Lama Nygyam is completely unknown to the 170 people present in the Institute. When he enters the room, the silence is complete. He prostrates before the altar and places his golden monk's shawl over his shoulders. Each gesture is composed. He settles onto the throne and, for this first session of powa retreat, he transmits the ritual reading of the commentary. He reads each word in a calm voice, as though he were setting up a spiritual environment for the practice. He transmits The Extensive Instructions for the Transference of Consciousness to the Realm of Great Joy, by Chagme Rinpoche to us just through reading the text.

In the afternoon, he explains the process of powa phase by phase. He goes through each of visualizations, giving the state of mind and the way to visualize. He explains, “The term powa relates to the act of transferring our principle of consciousness into a dimension of wisdom at the moment of death in a way that our mind becomes undifferentiated from enlightened mind.”

Lama Nygyam

Lama Nygyam further explains, “To realize enlightenment, we must invest our efforts in order to unite the two accumulations and to purify obscurations, and this takes a very long time. The instructions for powa are unusual in that they allow us to avoid these efforts. Such instructions allow us to attain realization without effort, without practice.” But he immediately adds, “This is not a reason to give up practice!” He teaches in the same way that he walks, step by step, without hurry. Nonetheless, at the end of the day, he has nearly completed his explanations. Therefore, he proposes that we devote the following day to clarifying what we have not understood. In short, he will answer questions


Lama Nygyam and the Powa Retreat Participants

Day 2: Reflection

We spend nearly the entire day on question and answer. The questions are multiple: they focus as much on the moment of death as on comas, the death of animals, organ donation, etc. The retreat participants also ask for clarifications concerning the visualizations.


Lama Nygyam and Marian Reisdorffer for the Tibetan-French translation

Lama Nygyam responds to each question concisely and with precision; the answers are finely honed. Speaking of dedication, he says, “Whatever the reach of the virtuous action accomplished, it is appropriate to dedicate it toward enlightenment. Even for a few recitations of OM MANI PADME HUNG, it is important to keep the discipline of dedication in mind. Even if we do not know the words, we must maintain the state of mind of dedication. (No more excuses for not dedicating!).

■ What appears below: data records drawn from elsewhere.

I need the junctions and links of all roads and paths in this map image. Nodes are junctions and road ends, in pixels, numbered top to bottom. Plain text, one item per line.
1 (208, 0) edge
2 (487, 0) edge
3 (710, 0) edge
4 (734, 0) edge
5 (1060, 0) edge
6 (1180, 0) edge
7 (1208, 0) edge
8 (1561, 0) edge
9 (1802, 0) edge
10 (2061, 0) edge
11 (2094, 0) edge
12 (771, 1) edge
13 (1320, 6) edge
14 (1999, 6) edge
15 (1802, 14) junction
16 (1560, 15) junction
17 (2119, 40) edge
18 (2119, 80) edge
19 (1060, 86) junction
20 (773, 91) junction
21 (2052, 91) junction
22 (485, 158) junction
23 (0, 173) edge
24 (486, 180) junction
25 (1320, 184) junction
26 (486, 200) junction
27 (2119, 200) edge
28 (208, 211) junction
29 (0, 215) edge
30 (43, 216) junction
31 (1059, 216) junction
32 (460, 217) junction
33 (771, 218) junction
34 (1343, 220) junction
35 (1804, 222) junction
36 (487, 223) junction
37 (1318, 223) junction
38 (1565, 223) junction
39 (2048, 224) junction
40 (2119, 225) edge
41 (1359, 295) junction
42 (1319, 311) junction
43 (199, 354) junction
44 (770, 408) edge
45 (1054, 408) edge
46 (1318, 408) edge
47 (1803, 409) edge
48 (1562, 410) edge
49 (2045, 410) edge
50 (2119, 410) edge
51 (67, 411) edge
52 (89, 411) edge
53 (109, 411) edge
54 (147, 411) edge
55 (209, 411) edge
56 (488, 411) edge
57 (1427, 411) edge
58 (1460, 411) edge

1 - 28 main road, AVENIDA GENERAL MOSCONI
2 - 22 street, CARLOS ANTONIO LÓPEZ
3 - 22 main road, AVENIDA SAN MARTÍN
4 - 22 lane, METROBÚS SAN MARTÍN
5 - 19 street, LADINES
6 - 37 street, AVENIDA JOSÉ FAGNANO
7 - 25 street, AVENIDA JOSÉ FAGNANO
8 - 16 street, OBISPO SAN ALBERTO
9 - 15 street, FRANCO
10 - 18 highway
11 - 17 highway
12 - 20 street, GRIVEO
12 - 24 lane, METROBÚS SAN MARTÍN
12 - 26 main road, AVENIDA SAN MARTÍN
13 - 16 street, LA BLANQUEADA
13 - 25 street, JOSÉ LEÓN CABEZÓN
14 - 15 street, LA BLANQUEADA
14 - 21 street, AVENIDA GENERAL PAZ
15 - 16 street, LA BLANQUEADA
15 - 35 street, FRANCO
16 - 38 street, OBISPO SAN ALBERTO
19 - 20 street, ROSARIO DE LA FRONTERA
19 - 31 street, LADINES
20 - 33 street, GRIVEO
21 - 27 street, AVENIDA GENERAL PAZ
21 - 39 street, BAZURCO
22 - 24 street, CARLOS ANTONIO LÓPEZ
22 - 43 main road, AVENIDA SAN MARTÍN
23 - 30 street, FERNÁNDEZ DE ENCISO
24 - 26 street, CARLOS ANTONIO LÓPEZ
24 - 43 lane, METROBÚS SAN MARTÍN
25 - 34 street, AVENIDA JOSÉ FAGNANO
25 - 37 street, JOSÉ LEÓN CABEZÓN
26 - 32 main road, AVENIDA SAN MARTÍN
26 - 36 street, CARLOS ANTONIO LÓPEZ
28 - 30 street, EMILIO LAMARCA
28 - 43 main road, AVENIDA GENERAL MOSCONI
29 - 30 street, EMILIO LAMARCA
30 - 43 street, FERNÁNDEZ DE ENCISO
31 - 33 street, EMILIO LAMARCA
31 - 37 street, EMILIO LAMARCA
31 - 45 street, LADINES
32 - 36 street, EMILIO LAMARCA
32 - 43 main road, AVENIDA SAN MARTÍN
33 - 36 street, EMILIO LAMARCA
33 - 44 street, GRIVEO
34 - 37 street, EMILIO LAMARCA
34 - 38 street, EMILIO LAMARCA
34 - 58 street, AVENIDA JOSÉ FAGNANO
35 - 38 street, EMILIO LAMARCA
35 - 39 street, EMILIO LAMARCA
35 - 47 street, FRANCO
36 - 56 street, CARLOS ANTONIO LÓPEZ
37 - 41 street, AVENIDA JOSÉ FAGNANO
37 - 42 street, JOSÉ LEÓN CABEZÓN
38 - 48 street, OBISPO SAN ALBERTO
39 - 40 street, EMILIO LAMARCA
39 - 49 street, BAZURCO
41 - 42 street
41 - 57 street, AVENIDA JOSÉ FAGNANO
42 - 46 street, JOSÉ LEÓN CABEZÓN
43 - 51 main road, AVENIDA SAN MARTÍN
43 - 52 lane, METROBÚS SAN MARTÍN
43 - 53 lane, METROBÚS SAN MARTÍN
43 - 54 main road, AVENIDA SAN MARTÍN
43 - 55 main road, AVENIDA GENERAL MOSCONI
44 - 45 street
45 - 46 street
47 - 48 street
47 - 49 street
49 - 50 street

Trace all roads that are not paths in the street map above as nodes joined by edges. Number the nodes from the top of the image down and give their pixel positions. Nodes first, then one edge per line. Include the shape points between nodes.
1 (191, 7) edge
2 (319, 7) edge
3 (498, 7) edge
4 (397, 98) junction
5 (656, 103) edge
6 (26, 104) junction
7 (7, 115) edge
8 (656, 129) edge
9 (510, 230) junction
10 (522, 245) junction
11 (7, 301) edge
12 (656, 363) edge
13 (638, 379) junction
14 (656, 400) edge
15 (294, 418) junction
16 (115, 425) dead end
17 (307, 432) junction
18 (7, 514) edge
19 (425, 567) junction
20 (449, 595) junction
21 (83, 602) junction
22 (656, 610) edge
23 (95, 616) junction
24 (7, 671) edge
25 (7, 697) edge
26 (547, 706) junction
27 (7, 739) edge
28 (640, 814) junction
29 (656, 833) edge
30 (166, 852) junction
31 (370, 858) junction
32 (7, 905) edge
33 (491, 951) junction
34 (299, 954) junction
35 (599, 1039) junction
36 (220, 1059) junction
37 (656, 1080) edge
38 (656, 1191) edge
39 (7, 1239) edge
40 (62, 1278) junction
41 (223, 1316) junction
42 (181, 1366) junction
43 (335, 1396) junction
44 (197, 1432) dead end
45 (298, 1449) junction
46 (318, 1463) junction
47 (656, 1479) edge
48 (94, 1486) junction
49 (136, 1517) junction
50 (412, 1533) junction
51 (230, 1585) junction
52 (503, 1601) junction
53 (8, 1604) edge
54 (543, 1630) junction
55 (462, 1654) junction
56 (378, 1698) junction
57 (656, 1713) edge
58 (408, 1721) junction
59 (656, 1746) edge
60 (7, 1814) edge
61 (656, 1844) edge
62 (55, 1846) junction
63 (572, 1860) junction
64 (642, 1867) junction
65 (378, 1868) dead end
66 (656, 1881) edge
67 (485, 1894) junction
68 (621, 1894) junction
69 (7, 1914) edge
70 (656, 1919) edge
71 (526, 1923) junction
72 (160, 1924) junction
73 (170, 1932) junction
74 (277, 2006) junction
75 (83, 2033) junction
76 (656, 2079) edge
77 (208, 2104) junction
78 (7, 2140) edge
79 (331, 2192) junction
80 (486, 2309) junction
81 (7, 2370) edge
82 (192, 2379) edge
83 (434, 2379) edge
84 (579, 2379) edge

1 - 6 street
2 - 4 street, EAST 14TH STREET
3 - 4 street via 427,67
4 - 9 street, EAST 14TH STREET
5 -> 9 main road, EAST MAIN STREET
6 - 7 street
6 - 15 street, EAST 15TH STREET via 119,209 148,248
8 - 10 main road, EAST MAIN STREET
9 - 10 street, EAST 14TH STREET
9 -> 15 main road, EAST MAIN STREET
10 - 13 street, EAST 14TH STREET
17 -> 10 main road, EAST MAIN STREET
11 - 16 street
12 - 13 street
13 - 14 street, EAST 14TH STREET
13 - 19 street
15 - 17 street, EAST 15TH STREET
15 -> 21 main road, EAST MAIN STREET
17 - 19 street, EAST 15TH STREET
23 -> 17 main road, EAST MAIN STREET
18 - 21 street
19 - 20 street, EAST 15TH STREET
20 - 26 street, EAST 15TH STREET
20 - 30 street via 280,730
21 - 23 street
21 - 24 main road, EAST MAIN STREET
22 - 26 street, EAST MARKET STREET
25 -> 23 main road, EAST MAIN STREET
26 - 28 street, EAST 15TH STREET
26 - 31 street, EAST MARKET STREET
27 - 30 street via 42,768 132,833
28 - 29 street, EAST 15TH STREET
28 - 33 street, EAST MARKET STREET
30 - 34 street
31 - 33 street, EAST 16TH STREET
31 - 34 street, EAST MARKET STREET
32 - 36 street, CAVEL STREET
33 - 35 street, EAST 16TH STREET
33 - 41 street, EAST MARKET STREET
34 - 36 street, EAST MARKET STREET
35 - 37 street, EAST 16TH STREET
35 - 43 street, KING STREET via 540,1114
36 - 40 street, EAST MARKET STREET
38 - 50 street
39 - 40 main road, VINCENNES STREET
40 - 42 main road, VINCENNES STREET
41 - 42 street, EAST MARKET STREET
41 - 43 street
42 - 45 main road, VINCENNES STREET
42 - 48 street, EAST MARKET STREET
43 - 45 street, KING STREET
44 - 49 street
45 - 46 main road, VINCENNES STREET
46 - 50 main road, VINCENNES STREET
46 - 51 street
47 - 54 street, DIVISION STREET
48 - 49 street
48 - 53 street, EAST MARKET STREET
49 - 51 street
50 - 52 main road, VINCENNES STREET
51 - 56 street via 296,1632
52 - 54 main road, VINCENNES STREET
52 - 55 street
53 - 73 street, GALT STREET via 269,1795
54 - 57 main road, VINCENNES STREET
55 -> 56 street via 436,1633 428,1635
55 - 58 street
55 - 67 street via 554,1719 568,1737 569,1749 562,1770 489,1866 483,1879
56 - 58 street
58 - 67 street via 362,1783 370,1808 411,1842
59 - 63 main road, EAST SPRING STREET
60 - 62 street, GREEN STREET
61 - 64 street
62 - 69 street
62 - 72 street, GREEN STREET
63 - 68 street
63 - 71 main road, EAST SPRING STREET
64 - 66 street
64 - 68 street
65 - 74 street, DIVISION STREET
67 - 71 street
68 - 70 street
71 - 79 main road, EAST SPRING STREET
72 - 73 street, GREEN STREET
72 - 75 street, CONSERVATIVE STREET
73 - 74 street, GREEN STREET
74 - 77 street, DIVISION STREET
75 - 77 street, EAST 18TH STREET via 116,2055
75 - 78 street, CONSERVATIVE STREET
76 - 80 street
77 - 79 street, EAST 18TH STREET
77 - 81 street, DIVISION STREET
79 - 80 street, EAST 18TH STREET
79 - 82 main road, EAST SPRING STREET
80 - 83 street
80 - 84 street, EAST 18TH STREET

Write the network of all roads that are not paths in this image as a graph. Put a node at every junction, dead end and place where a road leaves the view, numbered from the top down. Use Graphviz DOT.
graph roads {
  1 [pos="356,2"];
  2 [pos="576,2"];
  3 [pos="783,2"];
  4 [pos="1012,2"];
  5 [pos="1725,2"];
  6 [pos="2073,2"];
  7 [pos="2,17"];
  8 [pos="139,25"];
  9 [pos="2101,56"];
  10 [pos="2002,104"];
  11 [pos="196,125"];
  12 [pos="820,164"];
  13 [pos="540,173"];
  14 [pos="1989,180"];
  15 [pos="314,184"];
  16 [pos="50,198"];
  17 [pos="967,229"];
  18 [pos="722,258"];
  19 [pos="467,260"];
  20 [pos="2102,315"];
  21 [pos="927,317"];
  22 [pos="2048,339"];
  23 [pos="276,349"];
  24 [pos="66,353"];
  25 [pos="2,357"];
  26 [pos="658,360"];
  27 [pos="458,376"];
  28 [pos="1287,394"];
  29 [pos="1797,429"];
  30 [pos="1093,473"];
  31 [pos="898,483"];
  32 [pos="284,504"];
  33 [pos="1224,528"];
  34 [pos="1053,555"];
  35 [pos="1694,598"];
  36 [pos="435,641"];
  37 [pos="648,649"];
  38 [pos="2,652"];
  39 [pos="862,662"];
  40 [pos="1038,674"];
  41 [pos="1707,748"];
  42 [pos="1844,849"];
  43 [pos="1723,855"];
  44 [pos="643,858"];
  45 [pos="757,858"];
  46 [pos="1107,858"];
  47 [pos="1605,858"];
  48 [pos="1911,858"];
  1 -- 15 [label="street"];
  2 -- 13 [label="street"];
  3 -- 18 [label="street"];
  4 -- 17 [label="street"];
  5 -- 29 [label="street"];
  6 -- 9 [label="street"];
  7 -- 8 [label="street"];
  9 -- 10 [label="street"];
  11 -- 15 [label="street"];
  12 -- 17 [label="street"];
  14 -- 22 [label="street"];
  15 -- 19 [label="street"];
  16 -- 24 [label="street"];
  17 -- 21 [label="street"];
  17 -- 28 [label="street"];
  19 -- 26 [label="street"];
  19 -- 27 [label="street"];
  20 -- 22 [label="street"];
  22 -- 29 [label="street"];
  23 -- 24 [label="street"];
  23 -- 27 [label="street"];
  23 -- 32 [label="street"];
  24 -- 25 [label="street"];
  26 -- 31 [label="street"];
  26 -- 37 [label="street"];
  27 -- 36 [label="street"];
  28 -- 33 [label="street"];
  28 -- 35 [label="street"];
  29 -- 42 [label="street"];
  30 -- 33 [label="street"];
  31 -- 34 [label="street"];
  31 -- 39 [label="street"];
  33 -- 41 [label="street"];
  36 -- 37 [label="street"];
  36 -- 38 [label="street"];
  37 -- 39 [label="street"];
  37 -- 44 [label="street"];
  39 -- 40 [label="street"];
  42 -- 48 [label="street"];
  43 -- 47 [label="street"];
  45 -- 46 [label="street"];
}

Lama Nygyam during Powa Ritual

In terms of Lama Nygyam himself, nothing is missing, but nothing is in excess either. For him, there is no need to demarcate compassion for it to manifest. The following day, we begin practice.

Day 3: Meditation

This morning, a bit of anxiety makes itself felt among the retreat participants. Indeed, today is the day that we begin practical training: throwing our consciousness into the enlightened dimension—as it were: Buddha Amitabha.


Buddha Amitabha

Practice begins. Lama Nygyam leads the recitations. He recites slowly with the appropriate melodies. From time to time, he pauses and asks for a reading of the French translation. He explains one key point or another again and guides us through each step. Eventually, the sessions succeed each other naturally and we develop familiarity with the process. During the breaks, we can see people rereading their notes or discussing amongst themselves to clarify misunderstandings about one aspect or another.


Reviewing the Mudras

At the end of this first day, we remind ourselves of the meaning of practice as it was explained during the teaching, “The moment of death is uncertain and we do not know where karma will propel us. Therefore, we train ourselves in the practice of transference. By carrying out powa, we loosen karma's hold over us and direct our minds toward liberation.”


A Moment of Practice

Day 4 : Happiness

We settle into practice. Lama Nygyam guides the meditations without giving further instructions. Each individual moves forward as best he can, working with the instructions transmitted in the previous days in order to deepen the meaning of the practice. The question of happiness, for example, “In this life, we can only experience happiness marked by the afflictions. Even if we unite conditions for happiness, they are imperfect and subject to change. The happiness that we experience is inconsistent. The happiness that we wish to encounter through the practice of powa is the happiness of Dewachen. It is known as “great” happiness, for it is free from all contingencies and afflictions. It is stable and unconditional in such a way that our wishes can become realized.” This type of instructions obliges us to reflect and question ourselves.


Clarifications

  • Why is happiness that is subject to change inconsistent?
  • Why does stable and unconditional happiness permit us to realize our wishes?
  • Are we really ready to consider that the conditions of happiness subject to change that we experience are inconsistent?
  • And this stable and unconditional happiness—do we truly desire it?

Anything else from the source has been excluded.